*** Begin section ***

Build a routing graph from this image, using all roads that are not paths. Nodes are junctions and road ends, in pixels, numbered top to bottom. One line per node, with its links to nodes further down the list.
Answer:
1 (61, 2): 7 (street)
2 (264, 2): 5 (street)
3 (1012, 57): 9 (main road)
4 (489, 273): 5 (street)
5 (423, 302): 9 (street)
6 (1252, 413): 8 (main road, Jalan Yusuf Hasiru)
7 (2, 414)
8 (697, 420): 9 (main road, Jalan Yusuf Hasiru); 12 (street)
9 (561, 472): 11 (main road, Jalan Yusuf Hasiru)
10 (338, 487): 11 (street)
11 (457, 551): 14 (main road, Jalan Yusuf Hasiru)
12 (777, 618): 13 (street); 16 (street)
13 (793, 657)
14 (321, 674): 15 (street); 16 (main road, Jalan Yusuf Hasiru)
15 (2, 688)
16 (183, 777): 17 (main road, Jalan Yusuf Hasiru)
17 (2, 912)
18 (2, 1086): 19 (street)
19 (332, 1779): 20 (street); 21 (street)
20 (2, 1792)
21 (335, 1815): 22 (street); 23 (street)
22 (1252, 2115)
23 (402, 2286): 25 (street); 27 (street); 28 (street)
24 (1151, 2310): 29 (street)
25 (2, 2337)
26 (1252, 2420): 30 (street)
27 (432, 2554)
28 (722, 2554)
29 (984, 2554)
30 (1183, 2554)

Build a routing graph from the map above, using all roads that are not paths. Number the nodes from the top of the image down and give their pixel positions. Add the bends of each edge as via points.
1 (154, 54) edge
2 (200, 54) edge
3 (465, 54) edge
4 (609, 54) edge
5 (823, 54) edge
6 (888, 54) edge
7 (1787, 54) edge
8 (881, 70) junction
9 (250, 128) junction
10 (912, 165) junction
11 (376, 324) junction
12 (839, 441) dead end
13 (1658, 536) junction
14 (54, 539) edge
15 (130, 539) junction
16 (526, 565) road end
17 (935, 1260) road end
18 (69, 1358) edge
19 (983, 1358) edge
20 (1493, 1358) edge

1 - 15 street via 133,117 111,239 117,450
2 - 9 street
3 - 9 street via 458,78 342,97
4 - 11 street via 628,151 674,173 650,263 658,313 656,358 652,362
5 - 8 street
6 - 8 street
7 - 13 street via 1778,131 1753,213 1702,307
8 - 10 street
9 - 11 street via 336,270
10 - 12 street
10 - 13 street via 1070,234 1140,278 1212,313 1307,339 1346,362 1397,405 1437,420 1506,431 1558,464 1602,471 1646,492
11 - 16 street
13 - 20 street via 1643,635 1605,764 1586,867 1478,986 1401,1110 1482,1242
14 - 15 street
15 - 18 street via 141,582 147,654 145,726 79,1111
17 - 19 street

*** End section ***

Description of the task = Start to finish, copy the records above with no differences.

Completed task =
Build a routing graph from this image, using all roads that are not paths. Nodes are junctions and road ends, in pixels, numbered top to bottom. One line per node, with its links to nodes further down the list.
Answer:
1 (61, 2): 7 (street)
2 (264, 2): 5 (street)
3 (1012, 57): 9 (main road)
4 (489, 273): 5 (street)
5 (423, 302): 9 (street)
6 (1252, 413): 8 (main road, Jalan Yusuf Hasiru)
7 (2, 414)
8 (697, 420): 9 (main road, Jalan Yusuf Hasiru); 12 (street)
9 (561, 472): 11 (main road, Jalan Yusuf Hasiru)
10 (338, 487): 11 (street)
11 (457, 551): 14 (main road, Jalan Yusuf Hasiru)
12 (777, 618): 13 (street); 16 (street)
13 (793, 657)
14 (321, 674): 15 (street); 16 (main road, Jalan Yusuf Hasiru)
15 (2, 688)
16 (183, 777): 17 (main road, Jalan Yusuf Hasiru)
17 (2, 912)
18 (2, 1086): 19 (street)
19 (332, 1779): 20 (street); 21 (street)
20 (2, 1792)
21 (335, 1815): 22 (street); 23 (street)
22 (1252, 2115)
23 (402, 2286): 25 (street); 27 (street); 28 (street)
24 (1151, 2310): 29 (street)
25 (2, 2337)
26 (1252, 2420): 30 (street)
27 (432, 2554)
28 (722, 2554)
29 (984, 2554)
30 (1183, 2554)

Build a routing graph from the map above, using all roads that are not paths. Number the nodes from the top of the image down and give their pixel positions. Add the bends of each edge as via points.
1 (154, 54) edge
2 (200, 54) edge
3 (465, 54) edge
4 (609, 54) edge
5 (823, 54) edge
6 (888, 54) edge
7 (1787, 54) edge
8 (881, 70) junction
9 (250, 128) junction
10 (912, 165) junction
11 (376, 324) junction
12 (839, 441) dead end
13 (1658, 536) junction
14 (54, 539) edge
15 (130, 539) junction
16 (526, 565) road end
17 (935, 1260) road end
18 (69, 1358) edge
19 (983, 1358) edge
20 (1493, 1358) edge

1 - 15 street via 133,117 111,239 117,450
2 - 9 street
3 - 9 street via 458,78 342,97
4 - 11 street via 628,151 674,173 650,263 658,313 656,358 652,362
5 - 8 street
6 - 8 street
7 - 13 street via 1778,131 1753,213 1702,307
8 - 10 street
9 - 11 street via 336,270
10 - 12 street
10 - 13 street via 1070,234 1140,278 1212,313 1307,339 1346,362 1397,405 1437,420 1506,431 1558,464 1602,471 1646,492
11 - 16 street
13 - 20 street via 1643,635 1605,764 1586,867 1478,986 1401,1110 1482,1242
14 - 15 street
15 - 18 street via 141,582 147,654 145,726 79,1111
17 - 19 street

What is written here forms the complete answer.